As the diagram below describes, each layer up abstracts but connects (as described in more detail in “What an OSS shouldn’t do“). That is, each higher layer in the stack reduces the amount if information/control within a domain that it’s responsible for, but it assumes a broader responsibility for connecting domains together.
OSS abstract and connect

There’s just one problem with the diagram. It’s a little dated when we take modern virtualised infrastructure into account.

In the old days, despite what the layers may imply, it was common for an OSS to actually touch every layer of the triangle above to resolve faults. That is, OSS regularly connected to NMS, EMS and even devices (NE) to gather network health data. The services defined at the top of the stack (BSS) could be traced to the exact devices via the circuits that traversed them, regardless of the layers of abstraction. It helped for root-cause analysis (RCA) and service impact analysis (SIA).

But with modern networks, the infrastructure is virtualised, load-balanced and being packet-switched, completely circuitless (I’m excluding virtual circuits here by the way). The bottom three layers of the diagram could effectively be replaced with a cloud icon, a cloud that the OSS has little chance of peering into. The concept of virtualisation adds its own sub-layers of complexity too by the way, as higlighted in the diagram below.

ONAP triptych

So now the customer services at the top of the triangle are quite separated from the resources at the bottom, other than to say the services consume from a known pool of resources. Fault resolution becomes more abstracted as a result.
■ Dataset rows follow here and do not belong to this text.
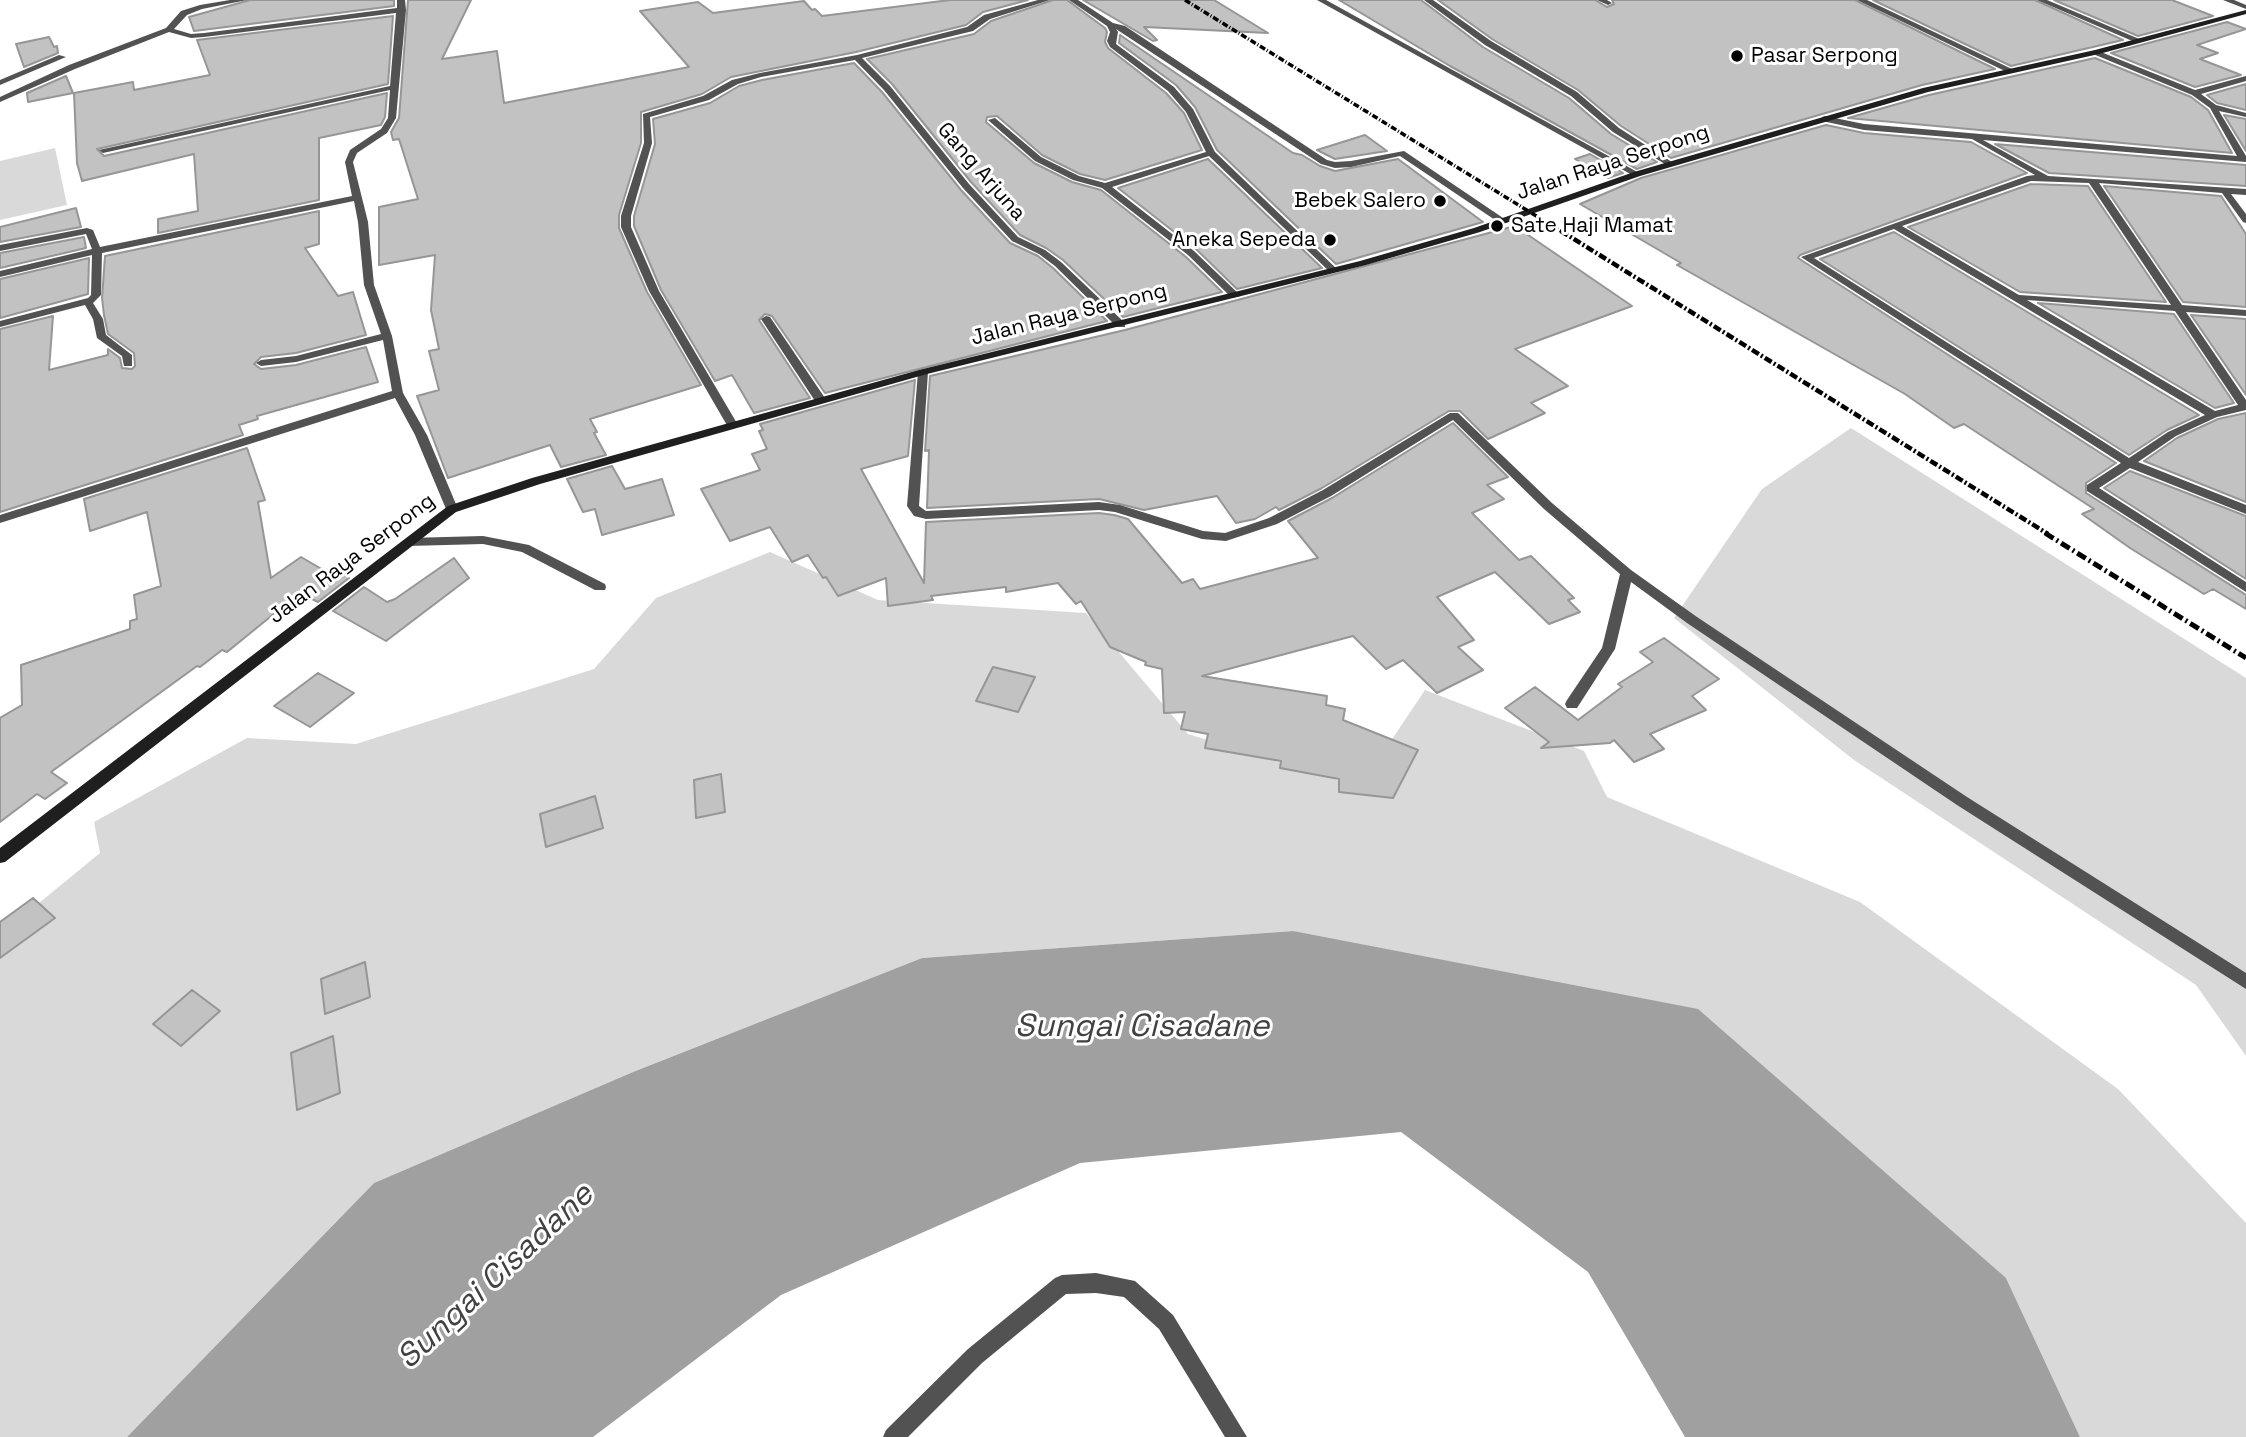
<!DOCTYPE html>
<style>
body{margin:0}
canvas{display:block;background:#fff}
</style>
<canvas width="2246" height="1437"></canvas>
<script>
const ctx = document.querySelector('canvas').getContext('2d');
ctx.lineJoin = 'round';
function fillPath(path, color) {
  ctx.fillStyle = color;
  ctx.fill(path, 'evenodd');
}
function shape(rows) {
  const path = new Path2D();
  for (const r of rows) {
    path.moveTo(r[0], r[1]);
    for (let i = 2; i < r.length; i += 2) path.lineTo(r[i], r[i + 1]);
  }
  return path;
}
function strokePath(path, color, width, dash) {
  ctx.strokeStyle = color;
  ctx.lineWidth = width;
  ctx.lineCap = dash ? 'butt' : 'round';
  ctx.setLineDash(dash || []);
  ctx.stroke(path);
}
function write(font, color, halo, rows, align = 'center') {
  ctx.font = font + ' "Space Grotesk",sans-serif';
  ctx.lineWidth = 6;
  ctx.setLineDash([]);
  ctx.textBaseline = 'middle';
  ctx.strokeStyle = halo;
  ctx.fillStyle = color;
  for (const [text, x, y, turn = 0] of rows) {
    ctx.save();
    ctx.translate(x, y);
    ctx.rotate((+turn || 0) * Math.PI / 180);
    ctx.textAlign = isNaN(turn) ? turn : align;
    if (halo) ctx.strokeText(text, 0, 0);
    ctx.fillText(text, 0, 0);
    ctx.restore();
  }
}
const green = shape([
 [55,148,67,205,0,220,0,161],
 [1851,428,2246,678,2246,1056,2196,985,1854,760,1674,618,1762,489],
 [770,552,878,600,1086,613,1188,734,1360,787,1425,690,1584,751,1607,797,1860,902,2118,1089,2246,1223,2246,1437,2080,1437,2006,1278,1293,931,922,958,633,1072,374,1183,127,1437,0,1437,0,935,100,853,94,822,247,738,356,744,594,669,656,598]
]);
const water = shape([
 [1293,931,1698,1009,2006,1278,2080,1437,1685,1437,1588,1272,1401,1132,1080,1163,781,1295,593,1437,127,1437,374,1183,633,1072,922,958]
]);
const building = shape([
 [250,0,394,0,394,6,194,31,189,17,250,0],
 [408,0,471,0,442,59,497,51,504,103,689,67,640,11,698,2,713,13,804,1,812,10,815,9,822,16,950,0,1028,0,983,12,966,25,856,52,731,77,702,94,641,112,641,143,619,215,619,228,647,292,701,385,590,419,597,432,594,433,606,455,561,467,550,445,448,478,417,396,439,390,429,351,439,349,431,310,435,255,379,265,379,207,418,199,399,139,393,140,391,132,399,118,408,0],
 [1053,0,1067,0,1105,28,1107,32,1105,42,1108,48,1166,93,1184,113,1202,150,1105,180,1080,174,1042,155,997,116,987,117,986,122,1034,163,1072,182,1101,190,1186,257,1222,292,1123,317,1063,260,1046,248,1020,235,971,182,892,84,867,59,974,34,991,21,1053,0],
 [1083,0,1214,0,1268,33,1144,27,1157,40,1153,41,1083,0],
 [1339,0,1421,0,1483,47,1569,98,1611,134,1657,162,1637,169,1450,66,1339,0],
 [1438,0,1595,0,1607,7,1614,4,1612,0,1855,0,1995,69,1922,85,1671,158,1621,126,1578,90,1492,39,1438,0],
 [1873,0,2035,0,2123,40,2011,66,1873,0],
 [2054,0,2172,0,2213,16,2138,36,2054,0],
 [393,16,388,84,97,149,104,156,387,93,385,117,381,125,319,138,319,200,158,233,158,219,198,211,194,154,82,181,77,163,74,93,133,82,134,90,210,75,197,40,393,16],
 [2227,22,2246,29,2197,45,2218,53,2200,59,2241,75,2195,87,2111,53,2227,22],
 [1120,35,1293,153,1302,155,1320,166,1335,171,1398,159,1483,222,1336,264,1217,150,1195,107,1176,85,1119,43,1120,35],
 [49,37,54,47,57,46,58,53,24,67,16,44,49,37],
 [2095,58,2191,97,2208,110,2232,153,1848,118,1929,95,2095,58],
 [854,63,882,92,961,190,1010,243,1038,256,1053,268,1107,321,825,393,772,316,765,314,759,320,810,398,754,413,732,375,715,381,661,290,634,226,634,216,655,144,653,119,710,103,739,86,762,80,854,63],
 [66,76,73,93,28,102,27,93,66,76],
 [2246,84,2246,110,2217,103,2207,95,2246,84],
 [2224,115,2246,119,2246,151,2224,115],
 [1826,125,1864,133,1971,142,2027,173,1800,255,1798,258,2116,463,2086,483,2086,493,2246,595,2246,609,2213,589,2204,594,2130,548,2082,514,2094,509,1964,424,1954,428,1905,394,1677,265,1681,263,1580,204,1641,178,1826,125],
 [1365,135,1387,151,1335,159,1317,150,1365,135],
 [1995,144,2246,165,2246,186,2049,173,1995,144],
 [1590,154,1623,173,1608,178,1575,159,1590,154],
 [1208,159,1322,268,1237,289,1196,249,1118,188,1208,159],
 [2031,184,2088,186,2166,302,2020,292,1908,227,2031,184],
 [2104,186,2221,196,2246,234,2246,307,2183,302,2104,186],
 [76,208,81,227,0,242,0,227,76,208],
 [319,211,319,244,305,248,338,296,353,292,366,335,296,353,261,357,254,364,261,369,296,365,366,347,378,382,257,416,258,419,239,425,243,435,0,512,0,329,53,316,49,370,108,355,108,349,120,358,122,368,132,369,135,366,134,353,108,334,104,315,102,298,105,256,319,211],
 [1515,226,1632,306,1515,349,1568,386,1531,403,1545,413,1488,439,1460,411,1449,411,1322,488,1279,510,1276,507,1255,519,1236,523,1217,496,1144,510,1099,499,927,508,929,450,925,451,930,376,1125,330,1515,226],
 [1894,232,2199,415,2167,430,2129,455,1820,259,1894,232],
 [84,237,86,248,0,268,0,253,84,237],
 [89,258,88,294,0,318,0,279,89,258],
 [2038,303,2174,314,2234,403,2215,408,2038,303],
 [2191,315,2246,319,2246,395,2191,315],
 [915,380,908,456,861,469,924,583,926,522,1099,513,1114,515,1128,519,1182,583,1193,579,1200,589,1318,558,1288,521,1332,498,1453,423,1508,477,1487,485,1504,499,1472,513,1519,560,1531,556,1574,598,1568,600,1580,612,1549,624,1495,572,1437,597,1474,640,1458,647,1483,670,1437,693,1403,660,1386,669,1353,636,1202,676,1327,696,1326,705,1345,709,1343,720,1418,750,1393,798,1339,792,1339,779,1280,768,1281,761,1205,748,1208,734,1181,729,1185,712,1164,713,1162,669,1145,665,1146,662,1110,647,1081,601,1076,604,1058,583,1006,592,1006,587,931,596,933,600,888,606,886,578,838,596,826,577,823,578,808,555,792,562,770,527,730,541,701,489,760,470,752,454,767,449,759,431,763,430,760,424,915,380],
 [2246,413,2246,502,2144,461,2177,438,2218,419,2246,413],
 [247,448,265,500,258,502,271,578,301,557,325,571,332,567,349,578,318,602,308,597,298,604,291,600,227,652,222,650,200,667,197,666,51,772,67,783,45,799,37,794,0,822,0,718,22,705,21,665,130,629,130,621,137,619,134,595,161,586,147,512,90,531,84,499,247,448],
 [612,466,625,489,662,479,674,515,602,535,595,509,583,512,567,479,612,466],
 [2130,471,2246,516,2246,579,2104,488,2130,471],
 [454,558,469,578,386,641,333,611,364,587,387,602,395,599,454,558],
 [1664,638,1719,679,1692,696,1706,710,1650,734,1664,749,1634,762,1614,740,1610,743,1541,748,1549,742,1505,708,1535,687,1578,720,1622,687,1618,684,1653,662,1640,652,1664,638],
 [993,667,1035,677,1018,712,976,701,993,667],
 [318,673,354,693,310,727,274,706,318,673],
 [721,774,725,812,696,818,694,780,721,774],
 [595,796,603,828,546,847,540,814,595,796],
 [33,898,55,918,0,958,0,922,33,898],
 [365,962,370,997,325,1014,321,979,365,962],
 [192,990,220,1011,181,1046,153,1024,192,990],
 [333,1036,340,1093,297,1110,291,1053,333,1036]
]);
const minor = shape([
 [230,0,247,0,202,9,187,15,174,29,191,34,204,33,397,8,397,0,405,0,406,10,396,118,387,133,357,153,353,162,368,222,374,285,392,336,403,393,427,435,458,509,452,513,446,509,415,435,395,398,0,523,0,515,392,391,383,340,296,362,261,366,256,363,261,360,296,356,381,334,364,285,358,222,354,201,102,253,101,295,93,303,103,319,106,335,132,355,132,366,124,366,122,356,97,338,93,319,85,305,0,327,0,321,88,298,91,295,92,255,0,277,0,271,92,249,86,234,0,251,0,245,87,228,93,230,100,247,352,196,345,162,350,150,381,129,388,118,390,90,103,153,99,150,390,86,396,13,204,37,191,38,169,32,75,69,0,102,0,97,69,65,166,28,181,11,200,5,230,0],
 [1038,0,1050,0,990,19,973,31,862,58,890,86,969,184,1018,237,1045,250,1061,262,1125,323,1125,327,1117,327,1055,266,1039,254,1012,241,963,188,884,90,855,60,761,77,738,84,709,100,650,117,652,143,631,216,631,227,659,291,738,425,732,428,728,427,649,291,621,227,621,216,644,143,643,114,703,96,732,80,760,73,857,55,967,27,984,15,1038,0],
 [1069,0,1078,0,1113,23,1125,26,1327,160,1335,162,1351,161,1404,151,1509,222,1501,224,1400,156,1351,167,1335,168,1321,164,1116,29,1118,32,1116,44,1174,87,1193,109,1215,152,1339,271,1331,273,1209,156,1112,187,1194,251,1241,296,1232,298,1188,255,1102,188,1073,180,1035,161,988,120,995,118,1041,157,1079,176,1105,183,1206,152,1186,112,1168,91,1110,47,1107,41,1110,32,1107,26,1069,0],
 [1317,0,1326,0,1641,174,1634,176,1317,0],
 [1424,0,1433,0,1491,41,1577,92,1619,128,1675,164,1668,166,1613,132,1571,96,1485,45,1424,0],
 [1597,0,1607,0,1612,3,1608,5,1597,0],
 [1857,0,1867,0,2014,70,2007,72,1857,0],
 [2037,0,2047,0,2144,41,2137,43,2037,0],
 [2223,0,2234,0,2246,5,2246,9,2223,0],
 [2096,50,2195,90,2246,76,2246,81,2201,94,2216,105,2246,113,2246,117,2219,111,2246,156,2246,162,1983,140,2048,176,2246,189,2246,195,2231,194,2246,214,2246,223,2243,222,2222,193,2099,183,2182,305,2246,310,2246,316,2186,312,2246,400,2246,410,2217,417,2176,436,2138,462,2246,505,2246,514,2130,468,2099,488,2246,582,2246,592,2087,491,2087,485,2121,463,1801,257,2027,176,2035,175,1972,139,1864,130,1822,121,1822,117,1825,116,1864,124,2237,156,2210,108,2192,95,2093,54,2092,52,2096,50],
 [2031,181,2089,183,2171,305,2019,295,1902,226,2031,181],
 [1894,229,2205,415,2168,432,2129,458,1814,258,1894,229],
 [2027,300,2175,311,2238,405,2215,411,2027,300],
 [59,55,66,57,0,85,0,80,59,55],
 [766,316,770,317,827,401,825,403,817,403,815,401,761,319,766,316],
 [923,369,928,372,919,506,926,511,1099,502,1120,505,1203,531,1225,533,1269,518,1323,490,1450,413,1458,413,1552,503,1631,570,1697,617,1967,797,2246,973,2246,989,1957,805,1687,623,1631,582,1615,649,1577,708,1567,708,1565,704,1567,700,1602,648,1620,574,1544,509,1453,420,1331,496,1277,524,1226,541,1202,539,1115,512,1099,510,926,519,914,516,907,506,918,372,923,369],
 [483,536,529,545,605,584,606,587,605,590,595,590,522,552,483,544,408,546,402,542,408,538,483,536],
 [1096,1273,1135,1281,1173,1315,1247,1437,1225,1437,1159,1329,1124,1297,1096,1293,1066,1294,982,1363,908,1437,883,1437,886,1430,968,1349,1055,1278,1062,1275,1096,1273]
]);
const secondary = shape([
 [2246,10,2246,14,2099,54,1928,92,1640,176,1480,232,1366,265,927,374,540,484,456,512,5,862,0,863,0,848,448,506,532,478,919,370,1360,261,1474,228,1634,172,1923,88,2095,50,2246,10]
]);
const railFar2 = shape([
 [1185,0,1564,233]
]);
const railFar1 = shape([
 [1561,231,2048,534]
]);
const rail = shape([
 [2045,533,2246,658]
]);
const markers = [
 [1737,56,7,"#000"],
 [1440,201,7,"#000"],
 [1497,226,7,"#000"],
 [1330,240,7,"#000"]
];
const farPoinames = [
 ["Pasar Serpong",1751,56],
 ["Bebek Salero",1426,201,"right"],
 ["Sate Haji Mamat",1511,226],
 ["Aneka Sepeda",1316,240,"right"]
];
const farStreetnames = [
 ["Jalan Raya Serpong",1613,163,-18],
 ["Gang Arjuna",981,172,49],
 ["Jalan Raya Serpong",1069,315,-14],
 ["Jalan Raya Serpong",352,559,-37]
];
const nearWaternames = [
 ["Sungai Cisadane",1142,1027],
 ["Sungai Cisadane",496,1277,-43]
];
fillPath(green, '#d9d9d9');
fillPath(water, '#a0a0a0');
fillPath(building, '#c2c2c2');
strokePath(building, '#969696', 2);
fillPath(minor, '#525252');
fillPath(secondary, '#1f1f1f');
strokePath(railFar2, '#000', 3.5, [6, 2, 1, 2]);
strokePath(railFar1, '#000', 4.5, [8, 2.5, 2, 2.5]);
strokePath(rail, '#000', 5, [10, 3.5, 2, 3.5]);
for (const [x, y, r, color] of markers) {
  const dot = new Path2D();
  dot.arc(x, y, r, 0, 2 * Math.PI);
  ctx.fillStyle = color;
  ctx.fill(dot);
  strokePath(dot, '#fff', 2.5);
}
write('21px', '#000', '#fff', farPoinames, 'left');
write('21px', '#000', '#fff', farStreetnames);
write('italic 32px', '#414141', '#fff', nearWaternames);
</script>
But what’s interesting is that there’s another layer that’s not shown on the typical TMN model above. That is the physical network inventory (PNI) layer. The cables, splices, joints, patch panels, equipment cards, etc that underpin every network, even virtual networks.

In the old networks the OSS touched every layer, including the missing layer, which was provided by PNI management. Fault resolution also occurred at this layer through tickets of work for the field workforce (Workforce Management – WFM).

In new networks, OSS/BSS tie services to resource pools (the top). They still manage PNI / WFM (the bottom). But then there’s potentially an invisible cloud in the middle. Three distinctly different pieces, probably each managed by a different business unit or operational group.

Just wondering – has your OSS/BSS developed control anxiety issues from losing some of the control that it once had?